Becoming a parent is an exciting time of adjustment and upheaval; how could such a little person create so many changes – and sleepless nights?
But lack of sleep shouldn’t be caused by financial worries and reduced household income.
When Judy a florist, and Gary an IT manager, decided to start a family, like everyone, they worried about the impact on their finances.
They tried to save as much money as they could while they still had Judy’s income, but there was so much to buy and prepare.
Further, they were concerned over the negative long-term impact to Judy’s superannuation while on maternity leave, particularly as the couple planned more children.
According to a report by Treasury.gov.au, Australian women retire with almost 30% less superannuation than men, due to:
- losing income through maternity and child-caring responsibilities,
- fewer promotion and higher paying job opportunities, seemingly due to maternity and child-caring responsibilities.
Judy and Gary decided to seek professional advice to help them maximise their savings potential while they still had two incomes, and to help them manage their expenses once Judy began maternity leave.
On Gary’s mother’s recommendation, they met a financial planner who expressed how beneficial it was that they came to see him while Judy was still working.
The adviser reviewed their situation, income and expenses, plans to expand their family, and their long-term goals. He helped them create a budget that focused on debt and unnecessary spending, then structured a savings plan to provide cash for emergencies.
Additionally, they recommended the couple consider:
- updating their health and life insurances.
- their entitlement to government support, e.g., Family Tax Benefit, Childcare subsidies etc.
- the government’s Co-contribution scheme, where the government makes a one-off contribution to Judy’s complying fund, if she meets certain criteria.
- consolidate any small super funds so they each maintain only one fund. This can reduce fees and help manage their retirement savings.
- undertaking regular portfolio reviews, with assistance from their adviser, to ensure their strategy continues to meet their needs.
After months of preparation, Judy started her planned 12 month maternity leave so she and baby Ally could spend Ally’s first year together.
After a couple of months, Judy spoke to Michelle, her boss, about part-time work Judy could do from home.
Michelle thought it was a terrific idea and suggested Judy manage the store’s ordering system, handling sales, customer enquiries and delivery services. In today’s online environment, it wasn’t difficult to set up.
This helped Michelle with staff rostering, while paving the way for Judy’s eventual return to full-time work.
Through tailored advice, Judy and Gary were better prepared for the changes in their lifestyle, while taking steps to protect future wealth. Through discussions with her boss, Judy could care for the newest family member, while contributing to household income, and her super!
In recent years, the spotlight has been turned on gender pay and superannuation gaps, resulting in greater awareness of women’s financial issues.

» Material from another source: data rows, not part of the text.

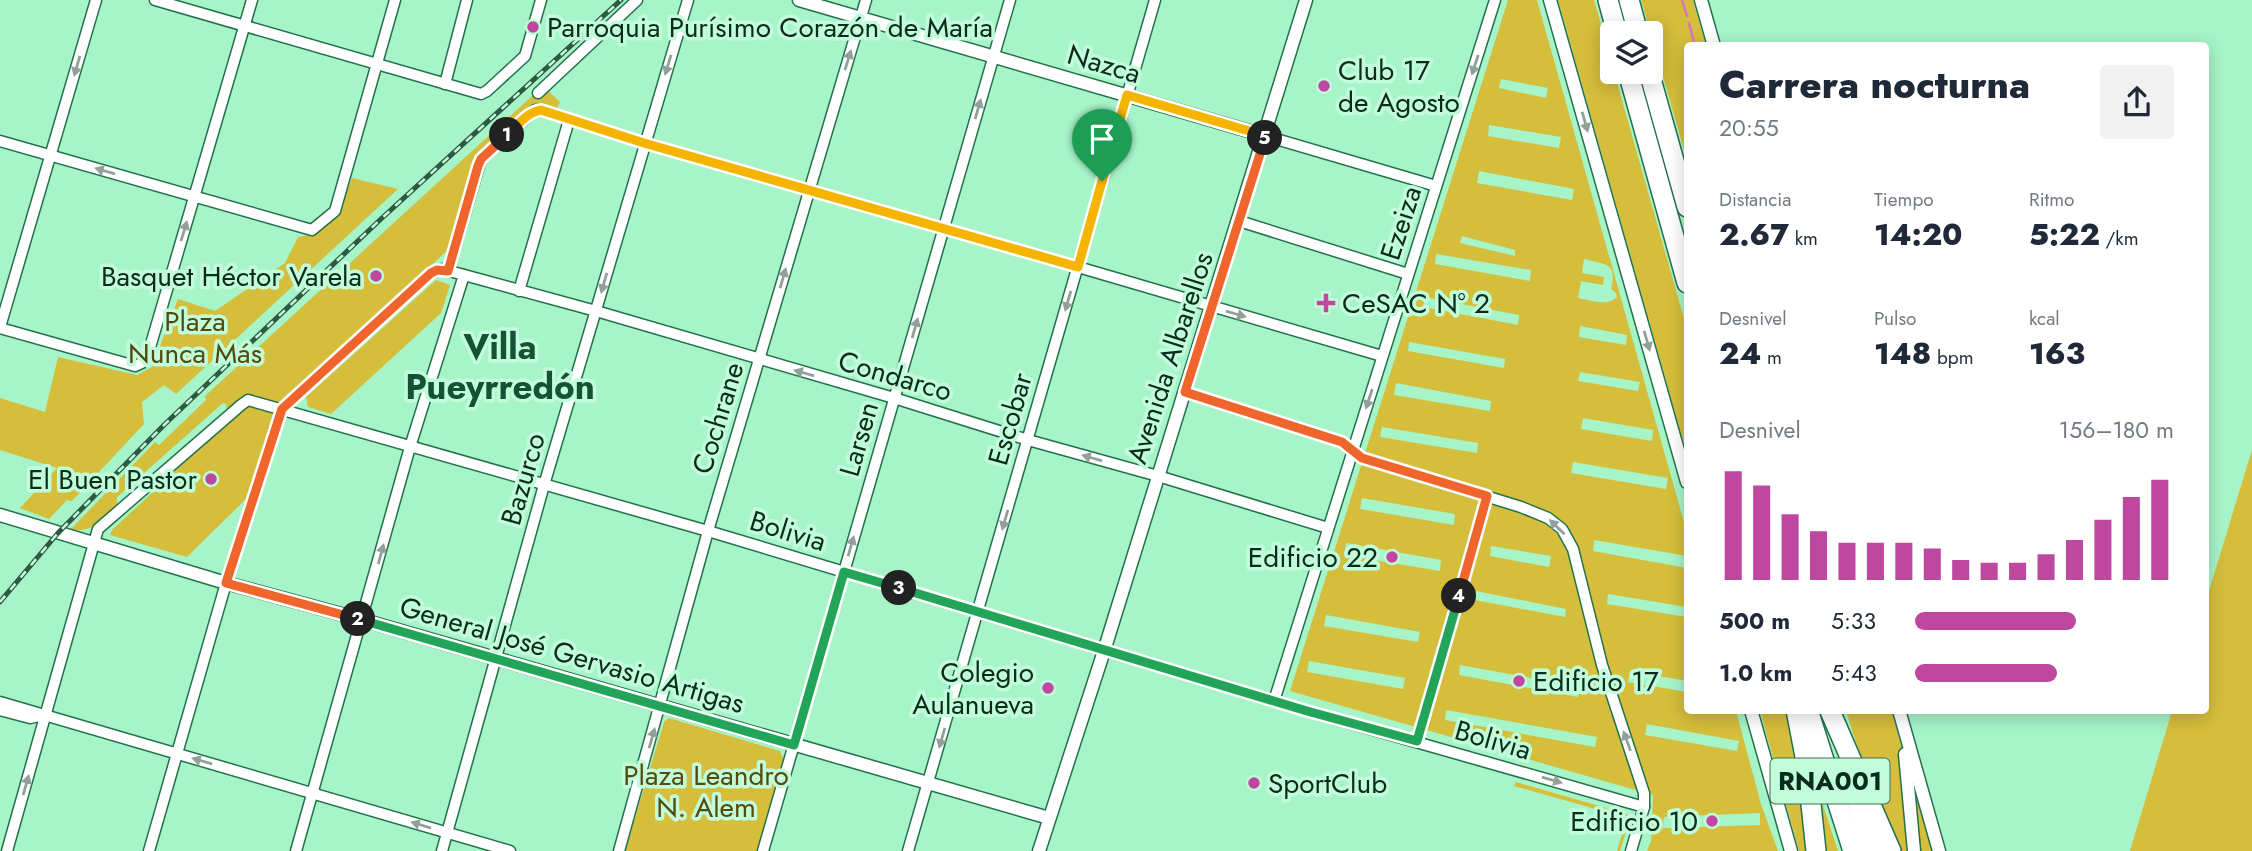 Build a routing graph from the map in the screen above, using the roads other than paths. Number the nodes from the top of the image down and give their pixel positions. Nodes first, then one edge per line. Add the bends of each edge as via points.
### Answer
1 (96, 0) edge
2 (155, 0) edge
3 (251, 0) edge
4 (395, 0) edge
5 (467, 0) edge
6 (541, 0) edge
7 (637, 0) edge
8 (688, 0) edge
9 (800, 0) edge
10 (866, 0) edge
11 (1010, 0) edge
12 (1155, 0) edge
13 (1306, 0) edge
14 (1495, 0) edge
15 (1550, 0) edge
16 (1608, 0) edge
17 (1629, 0) edge
18 (1701, 0) edge
19 (860, 18) junction
20 (1614, 21) edge
21 (1635, 21) edge
22 (244, 24) junction
23 (1713, 42) edge
24 (993, 58) junction
25 (376, 63) junction
26 (445, 84) junction
27 (1631, 84) edge
28 (1652, 84) edge
29 (538, 93) dead end
30 (1127, 95) junction
31 (569, 120) junction
32 (1266, 136) junction
33 (0, 141) edge
34 (644, 143) junction
35 (50, 156) junction
36 (1436, 186) junction
37 (810, 190) junction
38 (1684, 195) edge
39 (195, 196) junction
40 (1239, 221) junction
41 (944, 229) junction
42 (1078, 267) junction
43 (448, 271) junction
44 (1684, 272) edge
45 (1408, 274) junction
46 (464, 275) junction
47 (519, 291) junction
48 (1212, 307) junction
49 (596, 311) junction
50 (0, 327) edge
51 (1382, 356) junction
52 (759, 360) junction
53 (1185, 392) junction
54 (894, 398) junction
55 (282, 409) junction
56 (1028, 440) junction
57 (410, 447) junction
58 (1352, 451) junction
59 (1684, 471) edge
60 (1158, 476) junction
61 (544, 485) junction
62 (1487, 496) junction
63 (0, 515) edge
64 (1328, 528) junction
65 (708, 531) junction
66 (93, 543) junction
67 (844, 572) junction
68 (226, 583) junction
69 (978, 611) junction
70 (363, 620) junction
71 (1104, 651) junction
72 (495, 659) junction
73 (0, 696) edge
74 (1274, 701) junction
75 (0, 702) edge
76 (661, 707) junction
77 (0, 709) edge
78 (1752, 714) edge
79 (1797, 714) edge
80 (1809, 714) edge
81 (1831, 714) edge
82 (1831, 714) edge
83 (47, 715) junction
84 (1901, 716) edge
85 (1417, 741) junction
86 (794, 745) junction
87 (177, 754) junction
88 (928, 784) junction
89 (314, 793) junction
90 (1644, 807) junction
91 (1049, 818) junction
92 (447, 832) junction
93 (7, 851) edge
94 (149, 851) edge
95 (296, 851) edge
96 (442, 851) edge
97 (510, 851) edge
98 (619, 851) edge
99 (763, 851) edge
100 (908, 851) edge
101 (1039, 851) edge
102 (1631, 851) edge
103 (1791, 851) edge
104 (1816, 851) edge
105 (1853, 851) edge
106 (1872, 851) edge
107 (1891, 851) edge
108 (1914, 851) edge
109 (1938, 851) edge

1 -> 35 street
2 - 22 street
3 - 22 street
4 - 25 street
5 - 26 street
6 - 26 street via 524,56 481,94
7 - 29 street
8 -> 34 street, Bazurco
9 - 19 street, Nazca
10 - 19 street, Cochrane
11 - 24 street, Larsen
12 - 30 street, Escobar
13 - 32 street, Avenida Albarellos
14 -> 36 street, Ezeiza
15 -> 59 street
16 - 20 highway
17 - 21 highway
18 - 23 street
19 - 24 street, Nazca
37 -> 19 street, Cochrane
22 - 25 street
22 - 39 street
24 - 30 street, Nazca
41 -> 24 street, Larsen
25 - 26 street
25 - 39 street via 335,211 312,230
27 - 44 highway
28 - 38 highway
30 - 32 street, Nazca
30 - 42 street, Escobar
31 - 34 street
31 - 43 street via 536,110 481,159
31 - 47 street
32 - 36 street, Nazca
32 - 40 street, Avenida Albarellos
33 - 35 street
34 - 37 street
34 -> 49 street, Bazurco
39 -> 35 street
35 - 50 street
36 - 45 street, Ezeiza
37 - 41 street
52 -> 37 street, Cochrane
50 -> 39 street via 141,365 146,361
40 - 45 street
40 - 48 street, Avenida Albarellos
41 - 42 street
54 -> 41 street, Larsen
42 - 48 street
42 -> 56 street, Escobar
43 - 46 street, Condarco
43 - 55 street via 431,273
45 - 51 street, Ezeiza
46 - 47 street, Condarco
46 - 57 street
47 - 49 street, Condarco
48 -> 51 street
48 - 53 street, Avenida Albarellos
49 - 52 street, Condarco
49 - 61 street, Bazurco
51 -> 58 street, Ezeiza
54 -> 52 street, Condarco
52 - 65 street, Cochrane
53 - 58 street via 1342,442
53 - 60 street, Avenida Albarellos
54 - 56 street, Condarco
67 -> 54 street, Larsen
55 - 57 street, Bolivia
55 - 66 street, Bolivia via 248,400 98,529
55 - 68 street
60 -> 56 street, Condarco
56 -> 69 street, Escobar
57 - 61 street, Bolivia
70 -> 57 street
58 - 62 street
58 - 64 street, Ezeiza
60 - 64 street, Condarco
60 - 71 street, Avenida Albarellos
61 - 65 street, Bolivia
61 - 72 street, Bazurco
62 - 85 street
90 -> 62 street via 1644,793 1602,665 1571,542 1548,518
63 - 66 street, General José Gervasio Artigas
64 - 74 street, Ezeiza
65 - 67 street, Bolivia
65 - 76 street, Cochrane
66 - 68 street, General José Gervasio Artigas
66 - 83 street
67 - 69 street, Bolivia
67 - 86 street, Larsen
68 - 70 street, General José Gervasio Artigas
68 - 87 street
69 - 71 street, Bolivia
69 -> 88 street, Escobar
70 - 72 street, General José Gervasio Artigas
70 - 89 street
71 - 74 street, Bolivia
71 - 91 street, Avenida Albarellos
72 - 76 street, General José Gervasio Artigas
72 - 92 street, Bazurco
73 - 83 street via 34,705
74 - 85 street, Bolivia
75 - 83 street
76 - 86 street, General José Gervasio Artigas
98 -> 76 street, Cochrane
77 - 83 street via 30,718
78 - 103 street
79 - 104 highway
80 - 105 highway, RNA001
81 - 106 highway, RNA001
82 - 107 highway
83 - 87 street
93 -> 83 street
84 - 108 street
84 - 109 street
85 -> 90 street, Bolivia
86 - 88 street, General José Gervasio Artigas
86 - 99 street, Larsen
89 -> 87 street
87 - 94 street
88 - 91 street, General José Gervasio Artigas
88 - 100 street, Escobar
92 -> 89 street
89 - 95 street
90 - 102 street
91 - 101 street, Avenida Albarellos
92 - 96 street, Bazurco
92 - 97 street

Accordingly, financial advisers work closely with women, and young families. These are often people who mistakenly believe that financial advice is only for the wealthy, or that it’s not possible to build wealth when you’re younger, on a lower wage and with other priorities.
Fact is, the earlier a savings strategy is implemented the better. And that strategy will need to be reviewed and altered from time-to-time as lifestyle and priorities shift.
So, regardless of your financial position, your family plans, and your future goals, a professional savings strategy will support you through each stage of your life.